Literature DB >> 35399833

Knowledge-Based Discovery of the Role and Mechanism of Resveratrol in Improving Glomerular Tether Cell Proliferation and Apoptosis in Diabetic Nephropathy.

Yangfeng Chi1, Shuang Liu1, Xinye Wu1, Bingbing Zhu1, Hao Wang1, Yongping Liang1, Yunman Wang1.   

Abstract

To investigate the effects and mechanisms of resveratrol on glucolipid metabolism in diabetic humans. In this paper, we introduced the knowledge discovery theory into the data processing of the factors related to the pathogenesis of type 2 diabetes for the first time, and identified valid, potentially useful, and understandable pathogenesis patterns from a large amount of measured data. A data mining C4.5 algorithm was used to classify 17072 validated cross-sectional health survey data from the whole population according to the characteristics of type ρ diabetes data.
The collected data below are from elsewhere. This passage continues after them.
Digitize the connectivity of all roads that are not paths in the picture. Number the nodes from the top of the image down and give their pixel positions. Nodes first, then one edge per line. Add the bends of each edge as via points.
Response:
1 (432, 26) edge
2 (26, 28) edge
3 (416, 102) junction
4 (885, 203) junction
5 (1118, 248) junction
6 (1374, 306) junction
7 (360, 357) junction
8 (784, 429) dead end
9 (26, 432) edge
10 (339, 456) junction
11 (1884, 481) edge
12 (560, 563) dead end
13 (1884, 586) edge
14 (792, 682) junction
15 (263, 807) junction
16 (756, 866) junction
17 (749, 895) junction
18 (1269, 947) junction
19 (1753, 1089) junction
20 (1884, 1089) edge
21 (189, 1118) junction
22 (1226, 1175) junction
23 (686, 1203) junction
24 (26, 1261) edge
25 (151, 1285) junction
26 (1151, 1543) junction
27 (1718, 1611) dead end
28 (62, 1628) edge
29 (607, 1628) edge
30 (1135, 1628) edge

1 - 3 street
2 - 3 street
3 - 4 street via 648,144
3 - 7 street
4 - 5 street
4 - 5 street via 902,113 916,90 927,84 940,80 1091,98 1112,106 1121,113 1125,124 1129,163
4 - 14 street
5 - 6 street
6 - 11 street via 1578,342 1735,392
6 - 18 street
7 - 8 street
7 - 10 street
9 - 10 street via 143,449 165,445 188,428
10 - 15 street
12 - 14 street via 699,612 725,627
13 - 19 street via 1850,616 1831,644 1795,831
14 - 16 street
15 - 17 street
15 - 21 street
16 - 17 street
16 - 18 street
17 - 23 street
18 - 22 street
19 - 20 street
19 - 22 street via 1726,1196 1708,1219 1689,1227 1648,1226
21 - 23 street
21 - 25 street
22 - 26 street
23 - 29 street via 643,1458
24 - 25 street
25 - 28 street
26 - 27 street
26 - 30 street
A human model of diabetes mellitus was prepared by high sugar and high fat diet plus low dose streptozotocin (STZ, 35 mg/kg) and randomly grouped into four groups: the normal control group, the model group, the resveratrol group, and the pioglitazone group. 8 animals in each group were treated with the corresponding drugs for 8 weeks. Hepatic steatosis and damage were significantly reduced compared with the model group as observed by HE staining. Resveratrol has obvious effects on regulating glucolipid metabolism, and its mechanism of action is associated with its ability to increase the antioxidant activity of the body, activate the Akt signaling pathway, and improve liver pathological damage.
Copyright © 2022 Yangfeng Chi et al.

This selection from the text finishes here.